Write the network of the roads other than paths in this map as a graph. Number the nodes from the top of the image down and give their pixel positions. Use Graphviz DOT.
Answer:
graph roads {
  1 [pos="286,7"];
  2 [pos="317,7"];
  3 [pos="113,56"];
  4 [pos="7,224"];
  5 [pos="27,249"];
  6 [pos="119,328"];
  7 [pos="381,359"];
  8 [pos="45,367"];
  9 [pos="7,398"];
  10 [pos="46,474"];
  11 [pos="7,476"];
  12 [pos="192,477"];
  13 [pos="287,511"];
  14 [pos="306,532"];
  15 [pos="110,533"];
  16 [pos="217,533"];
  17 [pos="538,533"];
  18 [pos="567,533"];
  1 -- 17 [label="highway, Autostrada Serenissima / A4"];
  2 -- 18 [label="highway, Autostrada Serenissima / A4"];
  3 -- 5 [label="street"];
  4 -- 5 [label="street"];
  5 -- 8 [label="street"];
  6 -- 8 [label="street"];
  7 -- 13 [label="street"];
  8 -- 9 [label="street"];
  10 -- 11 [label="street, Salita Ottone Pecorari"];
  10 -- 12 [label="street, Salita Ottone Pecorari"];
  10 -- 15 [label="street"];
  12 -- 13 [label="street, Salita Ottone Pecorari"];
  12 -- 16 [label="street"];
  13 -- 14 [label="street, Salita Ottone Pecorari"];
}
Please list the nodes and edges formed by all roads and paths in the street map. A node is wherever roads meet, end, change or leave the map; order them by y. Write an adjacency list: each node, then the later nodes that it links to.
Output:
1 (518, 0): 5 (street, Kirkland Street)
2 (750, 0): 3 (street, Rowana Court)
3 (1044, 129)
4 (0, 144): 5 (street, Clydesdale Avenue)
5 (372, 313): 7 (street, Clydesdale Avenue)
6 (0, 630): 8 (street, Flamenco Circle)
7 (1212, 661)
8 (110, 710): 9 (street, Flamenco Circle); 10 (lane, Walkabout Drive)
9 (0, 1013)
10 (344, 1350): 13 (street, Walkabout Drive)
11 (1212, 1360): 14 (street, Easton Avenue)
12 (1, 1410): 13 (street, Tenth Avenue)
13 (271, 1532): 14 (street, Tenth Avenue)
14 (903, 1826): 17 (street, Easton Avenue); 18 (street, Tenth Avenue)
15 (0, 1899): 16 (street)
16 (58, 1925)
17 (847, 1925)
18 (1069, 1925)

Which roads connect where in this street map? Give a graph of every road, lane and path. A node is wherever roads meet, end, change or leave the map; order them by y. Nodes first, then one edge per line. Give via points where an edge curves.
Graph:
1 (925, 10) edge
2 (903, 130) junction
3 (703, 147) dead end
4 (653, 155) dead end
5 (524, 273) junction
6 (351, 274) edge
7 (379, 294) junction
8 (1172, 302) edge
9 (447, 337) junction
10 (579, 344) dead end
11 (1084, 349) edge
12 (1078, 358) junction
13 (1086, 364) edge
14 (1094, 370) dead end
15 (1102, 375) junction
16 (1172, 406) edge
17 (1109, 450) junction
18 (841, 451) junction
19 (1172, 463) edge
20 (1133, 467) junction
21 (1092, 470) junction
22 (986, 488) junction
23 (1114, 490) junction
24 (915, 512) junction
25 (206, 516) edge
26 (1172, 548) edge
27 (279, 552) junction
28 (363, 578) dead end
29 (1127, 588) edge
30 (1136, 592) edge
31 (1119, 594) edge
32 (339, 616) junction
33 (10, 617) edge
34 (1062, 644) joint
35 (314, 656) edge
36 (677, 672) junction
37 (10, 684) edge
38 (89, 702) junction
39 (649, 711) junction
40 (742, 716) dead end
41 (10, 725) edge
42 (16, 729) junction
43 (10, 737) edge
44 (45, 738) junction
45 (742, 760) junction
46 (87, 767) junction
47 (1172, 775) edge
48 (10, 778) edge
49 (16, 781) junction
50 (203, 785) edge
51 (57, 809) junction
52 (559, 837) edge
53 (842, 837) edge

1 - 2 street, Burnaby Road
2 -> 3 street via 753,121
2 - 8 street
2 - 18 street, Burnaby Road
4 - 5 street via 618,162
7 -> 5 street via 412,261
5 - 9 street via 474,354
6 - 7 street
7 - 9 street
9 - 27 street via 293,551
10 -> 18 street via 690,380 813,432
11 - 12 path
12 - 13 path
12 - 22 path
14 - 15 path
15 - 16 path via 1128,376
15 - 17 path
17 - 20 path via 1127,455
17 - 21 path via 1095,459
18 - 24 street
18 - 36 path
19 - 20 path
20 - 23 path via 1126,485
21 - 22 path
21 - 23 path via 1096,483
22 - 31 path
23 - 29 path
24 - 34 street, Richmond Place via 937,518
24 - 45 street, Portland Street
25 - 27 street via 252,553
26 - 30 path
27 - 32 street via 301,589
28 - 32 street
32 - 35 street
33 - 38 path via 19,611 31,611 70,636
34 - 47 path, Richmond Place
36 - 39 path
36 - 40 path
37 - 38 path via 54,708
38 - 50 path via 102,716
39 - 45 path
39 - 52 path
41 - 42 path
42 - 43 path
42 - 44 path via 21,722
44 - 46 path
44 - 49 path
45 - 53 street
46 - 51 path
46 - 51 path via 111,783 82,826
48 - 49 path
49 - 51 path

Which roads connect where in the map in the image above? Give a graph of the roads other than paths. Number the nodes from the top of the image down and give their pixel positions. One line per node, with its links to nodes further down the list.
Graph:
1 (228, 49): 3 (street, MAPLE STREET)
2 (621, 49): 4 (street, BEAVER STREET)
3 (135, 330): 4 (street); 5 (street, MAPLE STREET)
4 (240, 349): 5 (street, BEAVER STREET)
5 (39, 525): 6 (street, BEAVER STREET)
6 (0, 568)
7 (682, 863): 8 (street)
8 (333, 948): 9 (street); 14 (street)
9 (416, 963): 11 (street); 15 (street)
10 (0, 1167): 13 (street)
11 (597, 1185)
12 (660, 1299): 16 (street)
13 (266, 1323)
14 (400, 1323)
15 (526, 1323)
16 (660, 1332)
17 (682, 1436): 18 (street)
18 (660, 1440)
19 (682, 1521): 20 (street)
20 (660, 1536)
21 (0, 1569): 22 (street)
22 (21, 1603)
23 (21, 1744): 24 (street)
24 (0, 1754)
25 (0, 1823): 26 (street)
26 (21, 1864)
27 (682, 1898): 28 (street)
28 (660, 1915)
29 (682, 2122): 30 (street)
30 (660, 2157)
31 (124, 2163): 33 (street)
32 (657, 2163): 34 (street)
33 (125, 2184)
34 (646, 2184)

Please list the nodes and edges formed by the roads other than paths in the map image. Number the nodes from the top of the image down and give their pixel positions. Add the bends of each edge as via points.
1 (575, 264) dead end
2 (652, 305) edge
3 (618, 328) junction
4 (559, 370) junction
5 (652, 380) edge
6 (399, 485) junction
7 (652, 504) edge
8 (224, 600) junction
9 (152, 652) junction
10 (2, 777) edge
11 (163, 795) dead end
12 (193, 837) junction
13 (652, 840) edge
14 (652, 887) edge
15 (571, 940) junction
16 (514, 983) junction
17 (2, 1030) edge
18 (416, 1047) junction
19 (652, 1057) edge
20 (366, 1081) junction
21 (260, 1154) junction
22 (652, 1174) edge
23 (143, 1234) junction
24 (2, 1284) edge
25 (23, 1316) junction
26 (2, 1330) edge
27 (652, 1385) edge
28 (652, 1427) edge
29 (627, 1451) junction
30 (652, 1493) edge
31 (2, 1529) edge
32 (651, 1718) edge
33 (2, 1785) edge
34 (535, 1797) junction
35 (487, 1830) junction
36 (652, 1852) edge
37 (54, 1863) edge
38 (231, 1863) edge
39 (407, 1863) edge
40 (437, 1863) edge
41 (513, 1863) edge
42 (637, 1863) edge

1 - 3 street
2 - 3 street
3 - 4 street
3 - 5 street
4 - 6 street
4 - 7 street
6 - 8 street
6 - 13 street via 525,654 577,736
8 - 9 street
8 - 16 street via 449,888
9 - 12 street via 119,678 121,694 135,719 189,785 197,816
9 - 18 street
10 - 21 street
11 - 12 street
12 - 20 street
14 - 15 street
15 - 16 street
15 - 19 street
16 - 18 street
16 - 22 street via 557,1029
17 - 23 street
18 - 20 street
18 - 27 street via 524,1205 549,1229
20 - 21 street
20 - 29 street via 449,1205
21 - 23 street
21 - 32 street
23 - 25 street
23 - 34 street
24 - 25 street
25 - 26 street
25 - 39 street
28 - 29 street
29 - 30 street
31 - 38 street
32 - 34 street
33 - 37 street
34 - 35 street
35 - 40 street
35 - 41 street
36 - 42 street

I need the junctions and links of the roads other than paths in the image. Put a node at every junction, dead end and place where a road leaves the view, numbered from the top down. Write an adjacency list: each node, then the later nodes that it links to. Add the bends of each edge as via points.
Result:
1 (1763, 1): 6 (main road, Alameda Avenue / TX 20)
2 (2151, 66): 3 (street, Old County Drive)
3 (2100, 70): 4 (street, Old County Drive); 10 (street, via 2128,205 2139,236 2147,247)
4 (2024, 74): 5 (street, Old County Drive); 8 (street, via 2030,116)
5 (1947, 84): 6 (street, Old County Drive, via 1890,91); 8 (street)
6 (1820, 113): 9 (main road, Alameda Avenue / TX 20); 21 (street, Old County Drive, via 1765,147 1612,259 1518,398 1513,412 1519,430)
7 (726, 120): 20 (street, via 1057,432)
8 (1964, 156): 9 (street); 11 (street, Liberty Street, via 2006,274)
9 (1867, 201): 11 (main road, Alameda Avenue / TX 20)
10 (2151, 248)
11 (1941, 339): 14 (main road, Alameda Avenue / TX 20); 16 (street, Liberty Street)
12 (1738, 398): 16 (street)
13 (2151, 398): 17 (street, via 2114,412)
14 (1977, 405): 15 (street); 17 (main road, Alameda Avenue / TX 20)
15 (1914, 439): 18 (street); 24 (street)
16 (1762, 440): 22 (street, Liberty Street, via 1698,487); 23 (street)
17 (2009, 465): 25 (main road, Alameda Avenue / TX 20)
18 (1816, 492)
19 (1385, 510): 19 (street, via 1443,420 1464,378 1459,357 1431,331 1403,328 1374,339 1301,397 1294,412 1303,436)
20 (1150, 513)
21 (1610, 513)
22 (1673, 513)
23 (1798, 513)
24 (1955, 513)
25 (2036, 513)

◇ ◇ ◇ ◇

**Exercise**
Identify each line in the records above that contains the word "Liberty", and copy it out in full.

**Answer section**
8 (1964, 156): 9 (street); 11 (street, Liberty Street, via 2006,274)
11 (1941, 339): 14 (main road, Alameda Avenue / TX 20); 16 (street, Liberty Street)
16 (1762, 440): 22 (street, Liberty Street, via 1698,487); 23 (street)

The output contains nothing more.